バリーの家のキッチンはかなりコンパクトな作りで、本当はもっと広いキッチンが欲しいそうです。自分では料理しないというバリーですが、「お茶をいれることにはうるさい」とか。この発言が合図だったかのようにお茶の時間になりました。

お茶のためにはすべてがストップします。長いテーブルに座って白と金色のカップからお茶を飲むバリー。しばしのあいだくつろいで、煙草に火をつけると、テープ・レコーダーのスイッチを入れます。「新しいレコードはジム・リーヴズに捧げたものなんです。ぼくたちの曲としては変わり種の方なんですけど、どう思います?」
バリーは常に喜んでこちらの意見に耳を傾け、他の人が何を考えているのかを知りたがっており、訊かれたことには必ず答えます。
「ロビンを悪く思ってなんかいません。ロビンのレコードは大好きだし、ロビンが成功して良かったと思っています」と問わず語りに話してくれたバリーは、これまでロビンについてもっと質問が出なかったことが不思議そうでした。「兄弟の間の口論が誇大に取り上げられて大げさな話になっているだけなんです」
お茶が終り、私たちもお暇する時間になりました。戸口まで見送ってくれたバリーは、通りに停めてある新車をあれだよと指さして教えてくれました。黄色いロータス・ヨーロッパです。「いい車ですよ~!」とバリーは私たちに叫びました。「Eタイプより安いんです」
それから私たちはミニに乗ってFABのオフィスへ戻りました。まあ、これがショー・ビジネスというものです!

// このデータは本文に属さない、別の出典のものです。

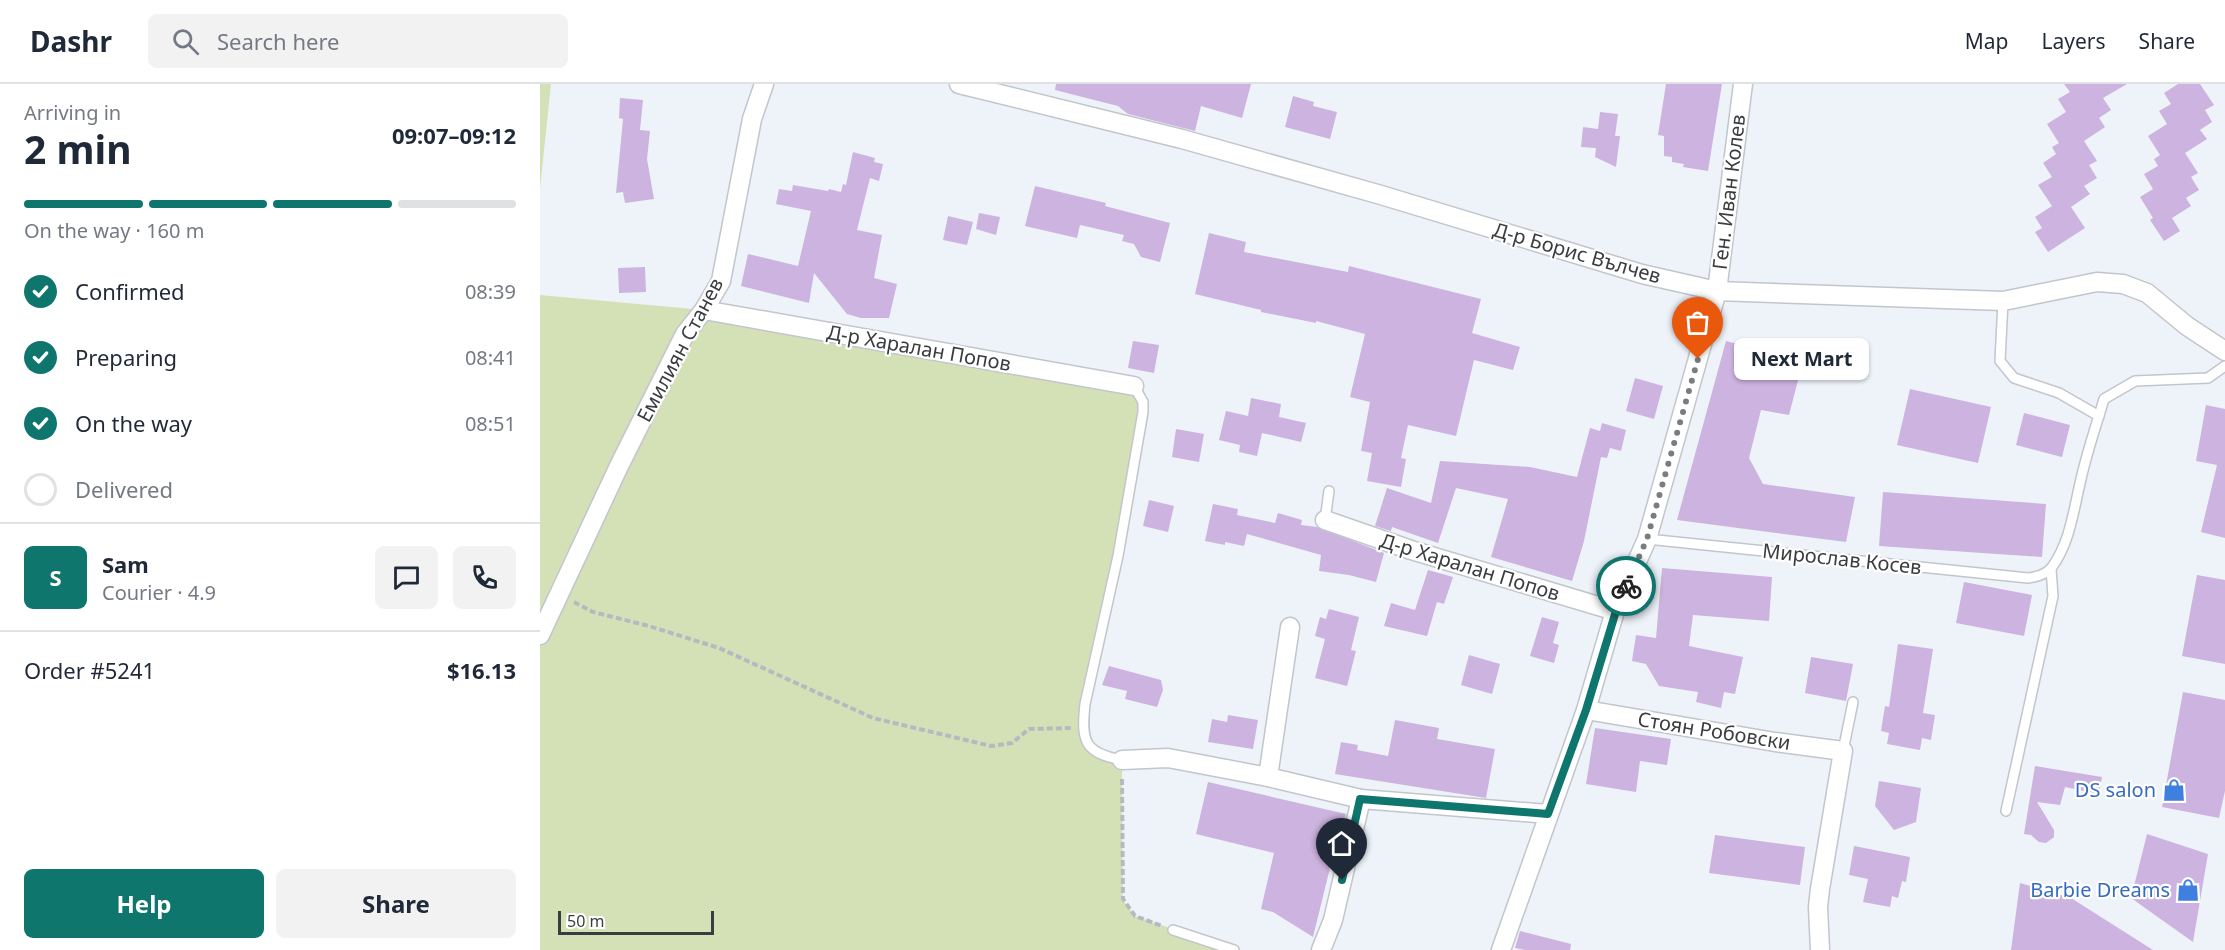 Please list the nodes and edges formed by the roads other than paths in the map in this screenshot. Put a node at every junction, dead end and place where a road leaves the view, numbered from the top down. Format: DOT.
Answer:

-- Julie Webb (Fablous 208)

なんだかお金の話が多い記事ですが、これは「セレブの代表」として優雅なバリーの生活を取り上げるのが目的の記事なのでしょう。イギリスで過ごした子ども時代も、オーストラリアで過ごした少年時代も、どちらかといえば貧しかったギブ兄弟ですが、67年に一気に国際スターダムをかけのぼり、この当時の記事では、ロビンが「車を拭くのに要らないスーツをぼろ布替わりに使う」と書かれたり、彼らのまあ一種成金的な行動がマスコミをにぎわせたのでした。

ところでバリーの家賃ですが、ロンドンの高級住宅地ですから、当時のレートとしてはかなり高かったのだろうと書き手のトーンからは推測されますが、当時の75ポンドっていくらぐらいだったのでしょうね(今では75ポンドってそんなに大したことない額ですよね)。

変わらないのは、やっぱりバリーは太陽と紅茶と音楽が好きであるということみたいです。モーリスが亡くなった後、ロビンと思い出話をしていたら、「子どものころ、家ではバリーがお茶をいれる係だった。バリーがいれるお茶が一番美味しいんだ」とほんとに懐かしそうに話していたのを思い出します。嵐のように過ぎた彼らの人生であり、決して守られた幸せなものではなかった少年時代ですが、そうやってみんなでお茶を囲む幸せな時間があったのでしょう。

音楽の話が比較的少ないですが、特筆すべきなのはドラムマシーンの存在。ロビンの「救いの鐘」がドラムマシーンを使った最初のヒットとして、それこそ「歴史に名を刻んで」いますが、ソングライターであったギブ兄弟にとっては、デモ作りに際していちいち生身のドラマーに召集をかけなくてすむというのは大いに便利だったに違いありません。

もうひとつ、ここで言っている「新しいレコード」というのはアルバム『Cucumber Castle』のことでしょうか。あるいは「想い出を胸に」? ジム・リーヴスの作品といえば、ビー・ジーズは『ノスタルジア』で「I Love You Because」をバリーのリードでカバーしています。バリーの原点にカントリー音楽があったということが、この発言からもよくわかります。